What is needed ->
Without any pictures, output the records exactly as they are.

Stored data
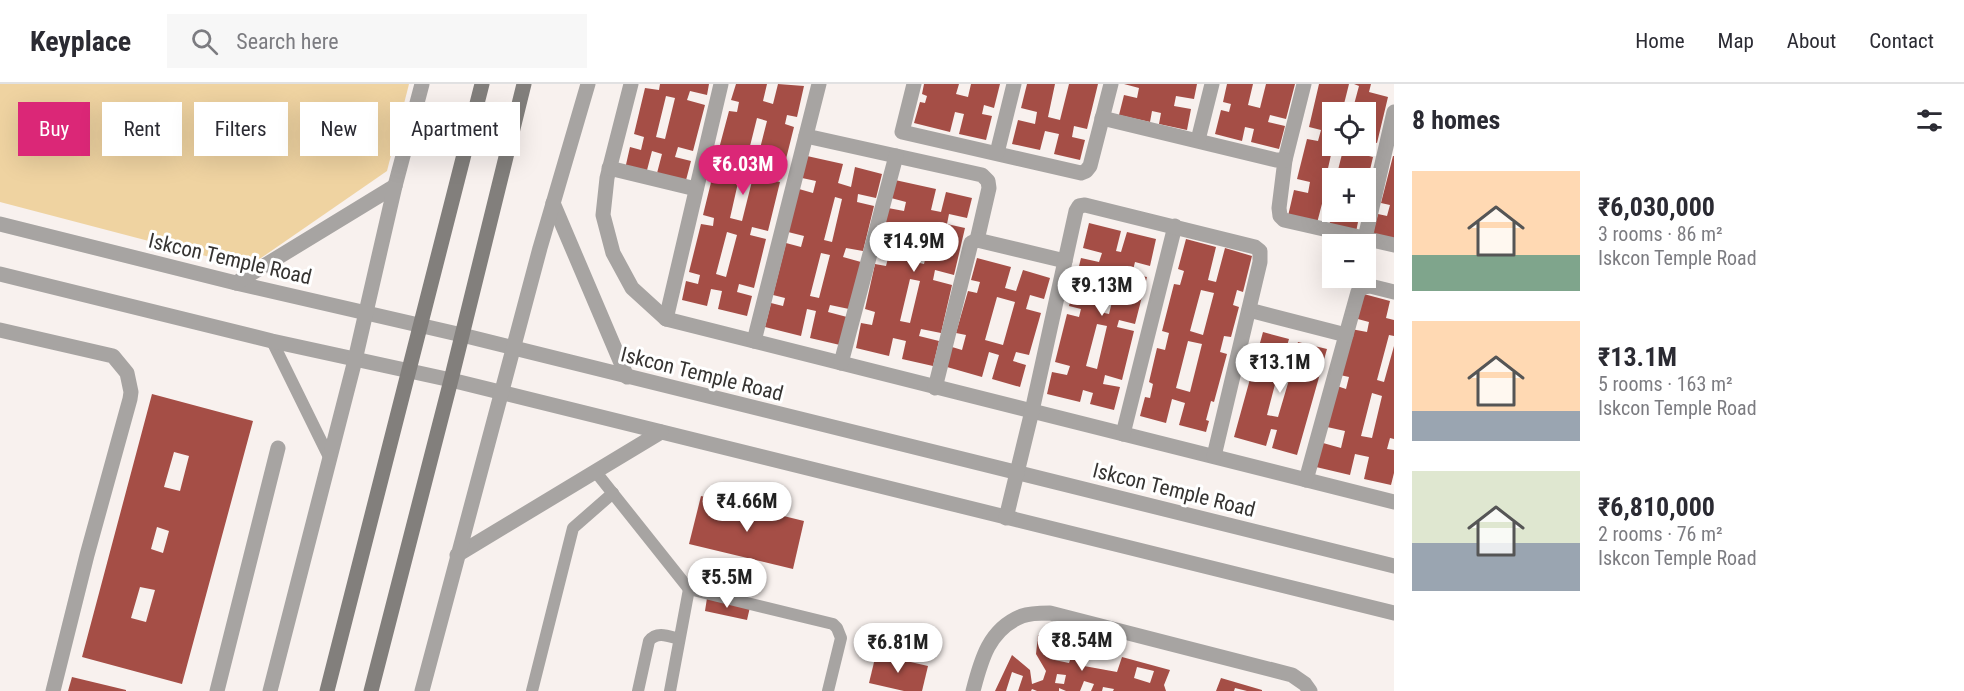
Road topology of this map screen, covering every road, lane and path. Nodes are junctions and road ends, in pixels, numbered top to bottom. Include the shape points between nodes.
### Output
1 (422, 84) edge
2 (482, 84) edge
3 (524, 84) edge
4 (588, 84) edge
5 (631, 84) edge
6 (722, 84) edge
7 (819, 84) edge
8 (914, 84) edge
9 (1014, 84) edge
10 (1111, 84) edge
11 (1212, 84) edge
12 (1304, 84) edge
13 (1394, 112) edge
14 (1102, 118) junction
15 (806, 136) junction
16 (1198, 140) junction
17 (997, 153) junction
18 (896, 156) junction
19 (1285, 160) junction
20 (609, 168) junction
21 (395, 186) junction
22 (696, 189) junction
23 (553, 203) junction
24 (0, 224) edge
25 (1175, 226) junction
26 (1347, 234) edge
27 (1366, 234) edge
28 (976, 240) junction
29 (1376, 241) edge
30 (1394, 245) edge
31 (1065, 261) junction
32 (0, 274) edge
33 (236, 283) junction
34 (1394, 292) edge
35 (1249, 310) junction
36 (366, 312) junction
37 (666, 319) junction
38 (422, 326) junction
39 (0, 330) edge
40 (1346, 334) junction
41 (462, 335) junction
42 (272, 341) junction
43 (754, 341) junction
44 (512, 349) junction
45 (355, 360) junction
46 (842, 363) junction
47 (409, 371) junction
48 (627, 377) junction
49 (451, 380) junction
50 (935, 388) junction
51 (500, 392) junction
52 (1032, 411) junction
53 (661, 432) junction
54 (1124, 434) junction
55 (278, 448) dead end
56 (1214, 456) junction
57 (329, 457) junction
58 (595, 471) junction
59 (1018, 474) junction
60 (1306, 480) junction
61 (613, 493) junction
62 (1394, 502) edge
63 (1006, 518) junction
64 (457, 555) junction
65 (1394, 566) edge
66 (689, 589) junction
67 (1394, 613) edge
68 (680, 639) junction
69 (53, 691) edge
70 (217, 691) edge
71 (270, 691) edge
72 (327, 691) edge
73 (371, 691) edge
74 (422, 691) edge
75 (532, 691) edge
76 (638, 691) edge
77 (670, 691) edge
78 (828, 691) edge
79 (973, 691) edge
80 (1310, 691) edge

1 - 21 street
2 - 38 street
3 - 41 street
4 - 23 street
5 - 20 street
6 - 22 street
7 - 15 street
8 - 17 street via 902,132
9 - 17 street
10 - 14 street
11 - 16 street
12 - 19 street
13 - 27 street
14 - 16 street
14 - 17 street via 1086,171
15 - 18 street
15 - 43 street
16 - 19 street
18 - 28 street via 982,175 988,181
18 - 46 street
19 - 26 street via 1280,216
20 - 22 street
20 - 37 street via 603,216 613,253 632,288
21 - 33 street
21 - 36 street
22 - 37 street
23 - 44 street
23 - 48 street
24 - 33 street, Iskcon Temple Road
25 - 31 street via 1079,206
25 - 35 street via 1260,251
25 - 54 street
28 - 31 street
28 - 50 street via 971,243
29 - 30 street
31 - 52 street
32 - 42 street
33 - 36 street, Iskcon Temple Road
34 - 40 street via 1363,287 1358,292
35 - 40 street
35 - 56 street
36 - 38 street, Iskcon Temple Road
36 - 45 street
37 - 43 street
38 - 41 street, Iskcon Temple Road
38 - 47 street
39 - 69 street via 113,356 130,381 130,399
40 - 60 street
41 - 44 street, Iskcon Temple Road
41 - 49 street
42 - 45 street
42 - 57 lane
43 - 46 street
44 - 48 street, Iskcon Temple Road
44 - 51 street
45 - 47 street
45 - 57 street
46 - 50 street
47 - 49 street
47 - 72 street
48 - 59 street, Iskcon Temple Road
49 - 51 street
49 - 73 street
50 - 52 street
51 - 53 street
51 - 64 street
52 - 54 street
52 - 59 street
53 - 58 street
53 - 63 street
54 - 56 street
55 - 70 street
56 - 60 street
57 - 71 street
58 - 61 lane
58 - 64 street
59 - 63 street
59 - 65 street, Iskcon Temple Road
60 - 62 street
61 - 66 lane
61 - 75 lane via 573,528
63 - 67 street
64 - 74 street
66 - 68 lane
66 - 78 lane via 832,624 841,638
68 - 76 lane via 660,634 649,640
68 - 77 lane
79 - 80 street via 988,644 1004,625 1024,615 1050,612 1292,675

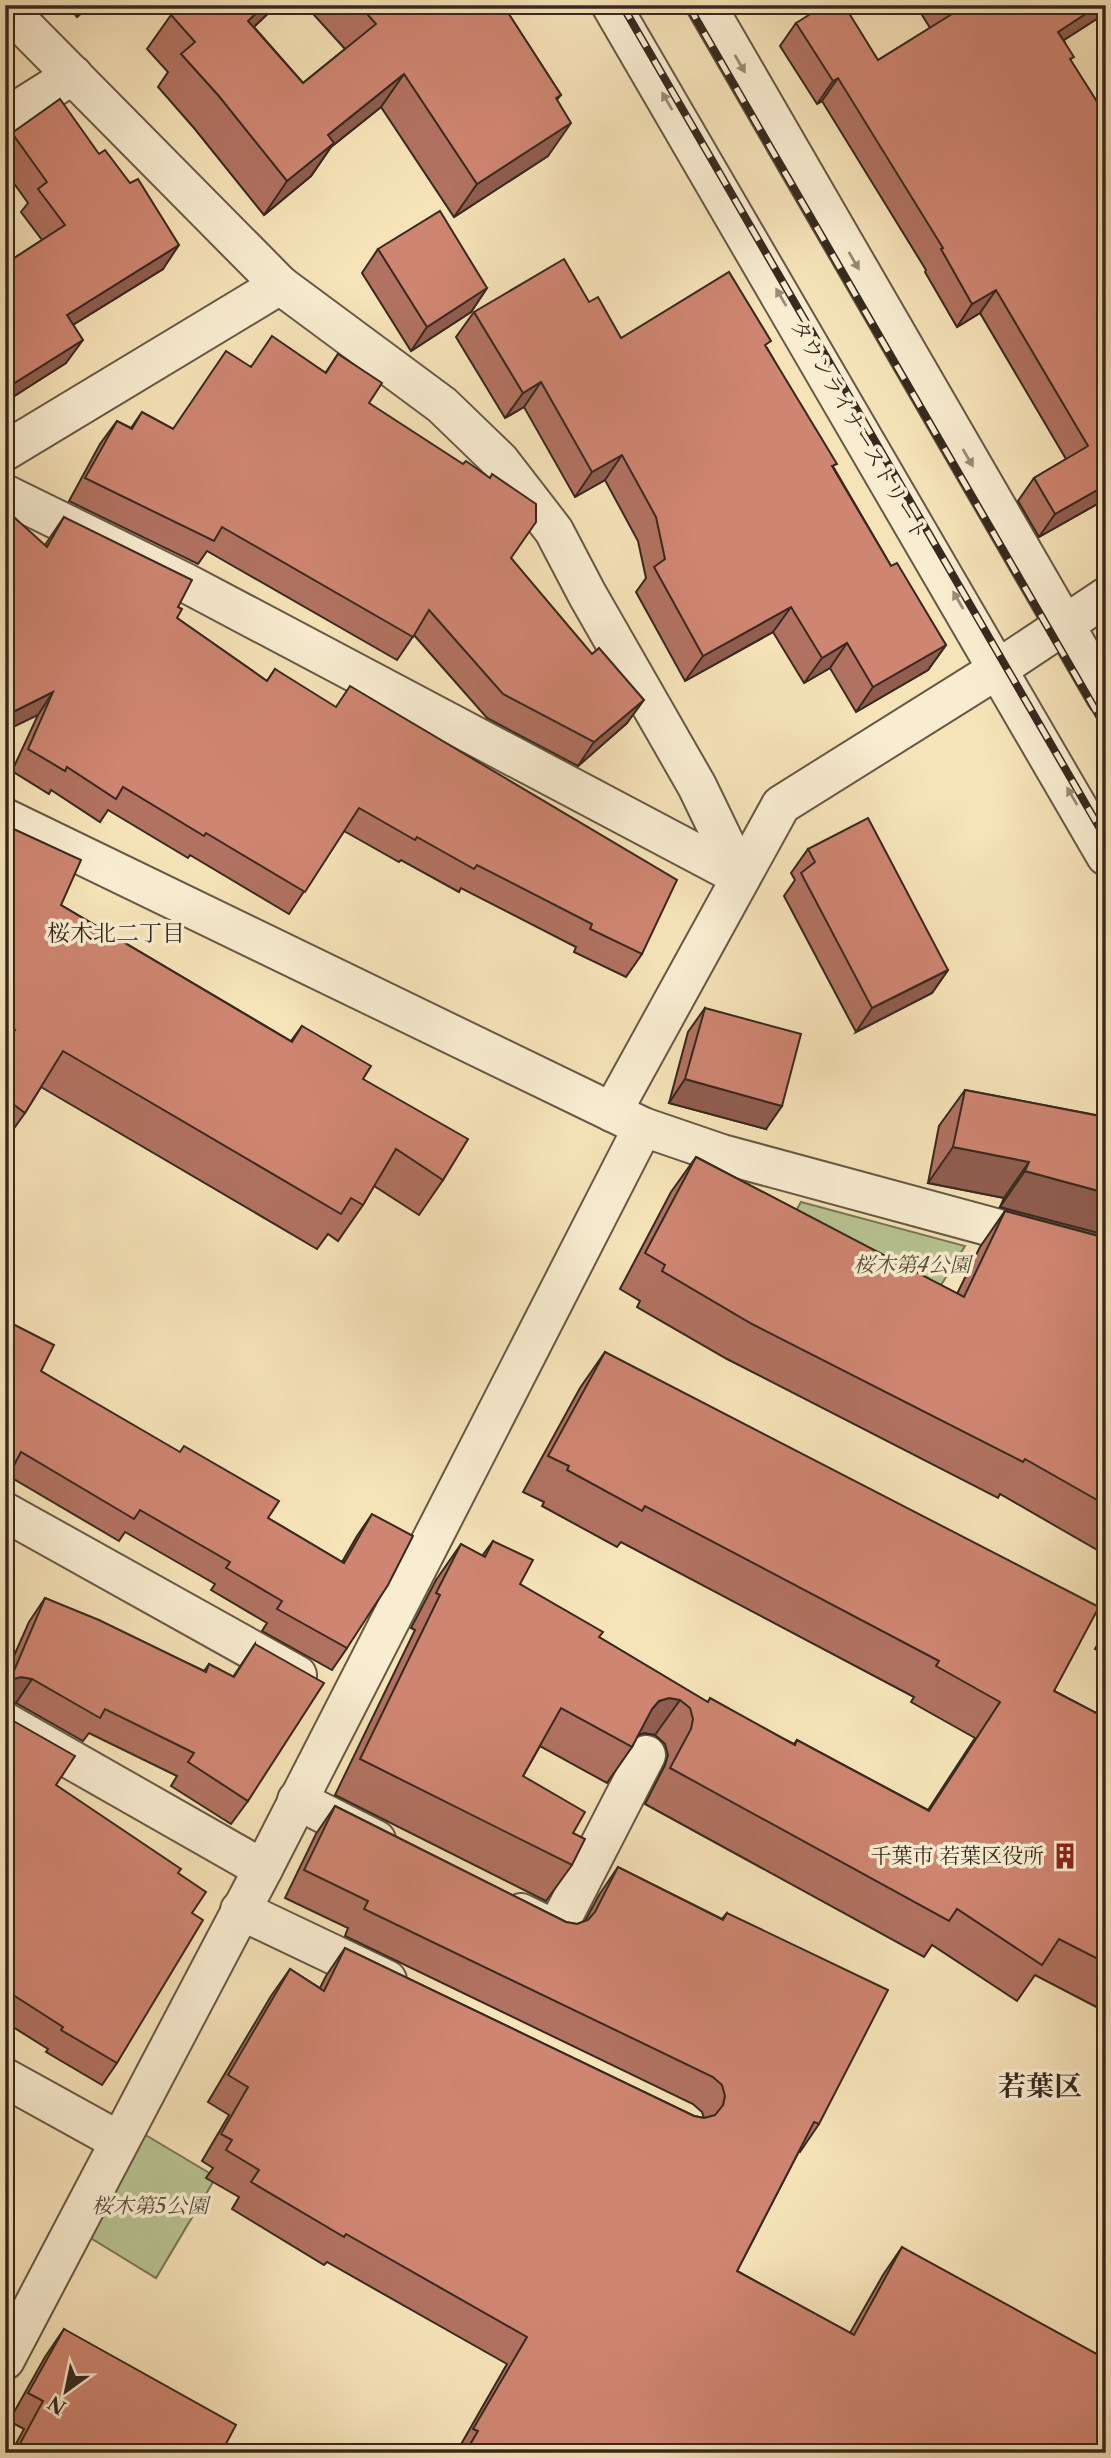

Your solution ->
Road topology of this map screen, covering every road, lane and path. Nodes are junctions and road ends, in pixels, numbered top to bottom. Include the shape points between nodes.
### Output
1 (422, 84) edge
2 (482, 84) edge
3 (524, 84) edge
4 (588, 84) edge
5 (631, 84) edge
6 (722, 84) edge
7 (819, 84) edge
8 (914, 84) edge
9 (1014, 84) edge
10 (1111, 84) edge
11 (1212, 84) edge
12 (1304, 84) edge
13 (1394, 112) edge
14 (1102, 118) junction
15 (806, 136) junction
16 (1198, 140) junction
17 (997, 153) junction
18 (896, 156) junction
19 (1285, 160) junction
20 (609, 168) junction
21 (395, 186) junction
22 (696, 189) junction
23 (553, 203) junction
24 (0, 224) edge
25 (1175, 226) junction
26 (1347, 234) edge
27 (1366, 234) edge
28 (976, 240) junction
29 (1376, 241) edge
30 (1394, 245) edge
31 (1065, 261) junction
32 (0, 274) edge
33 (236, 283) junction
34 (1394, 292) edge
35 (1249, 310) junction
36 (366, 312) junction
37 (666, 319) junction
38 (422, 326) junction
39 (0, 330) edge
40 (1346, 334) junction
41 (462, 335) junction
42 (272, 341) junction
43 (754, 341) junction
44 (512, 349) junction
45 (355, 360) junction
46 (842, 363) junction
47 (409, 371) junction
48 (627, 377) junction
49 (451, 380) junction
50 (935, 388) junction
51 (500, 392) junction
52 (1032, 411) junction
53 (661, 432) junction
54 (1124, 434) junction
55 (278, 448) dead end
56 (1214, 456) junction
57 (329, 457) junction
58 (595, 471) junction
59 (1018, 474) junction
60 (1306, 480) junction
61 (613, 493) junction
62 (1394, 502) edge
63 (1006, 518) junction
64 (457, 555) junction
65 (1394, 566) edge
66 (689, 589) junction
67 (1394, 613) edge
68 (680, 639) junction
69 (53, 691) edge
70 (217, 691) edge
71 (270, 691) edge
72 (327, 691) edge
73 (371, 691) edge
74 (422, 691) edge
75 (532, 691) edge
76 (638, 691) edge
77 (670, 691) edge
78 (828, 691) edge
79 (973, 691) edge
80 (1310, 691) edge

1 - 21 street
2 - 38 street
3 - 41 street
4 - 23 street
5 - 20 street
6 - 22 street
7 - 15 street
8 - 17 street via 902,132
9 - 17 street
10 - 14 street
11 - 16 street
12 - 19 street
13 - 27 street
14 - 16 street
14 - 17 street via 1086,171
15 - 18 street
15 - 43 street
16 - 19 street
18 - 28 street via 982,175 988,181
18 - 46 street
19 - 26 street via 1280,216
20 - 22 street
20 - 37 street via 603,216 613,253 632,288
21 - 33 street
21 - 36 street
22 - 37 street
23 - 44 street
23 - 48 street
24 - 33 street, Iskcon Temple Road
25 - 31 street via 1079,206
25 - 35 street via 1260,251
25 - 54 street
28 - 31 street
28 - 50 street via 971,243
29 - 30 street
31 - 52 street
32 - 42 street
33 - 36 street, Iskcon Temple Road
34 - 40 street via 1363,287 1358,292
35 - 40 street
35 - 56 street
36 - 38 street, Iskcon Temple Road
36 - 45 street
37 - 43 street
38 - 41 street, Iskcon Temple Road
38 - 47 street
39 - 69 street via 113,356 130,381 130,399
40 - 60 street
41 - 44 street, Iskcon Temple Road
41 - 49 street
42 - 45 street
42 - 57 lane
43 - 46 street
44 - 48 street, Iskcon Temple Road
44 - 51 street
45 - 47 street
45 - 57 street
46 - 50 street
47 - 49 street
47 - 72 street
48 - 59 street, Iskcon Temple Road
49 - 51 street
49 - 73 street
50 - 52 street
51 - 53 street
51 - 64 street
52 - 54 street
52 - 59 street
53 - 58 street
53 - 63 street
54 - 56 street
55 - 70 street
56 - 60 street
57 - 71 street
58 - 61 lane
58 - 64 street
59 - 63 street
59 - 65 street, Iskcon Temple Road
60 - 62 street
61 - 66 lane
61 - 75 lane via 573,528
63 - 67 street
64 - 74 street
66 - 68 lane
66 - 78 lane via 832,624 841,638
68 - 76 lane via 660,634 649,640
68 - 77 lane
79 - 80 street via 988,644 1004,625 1024,615 1050,612 1292,675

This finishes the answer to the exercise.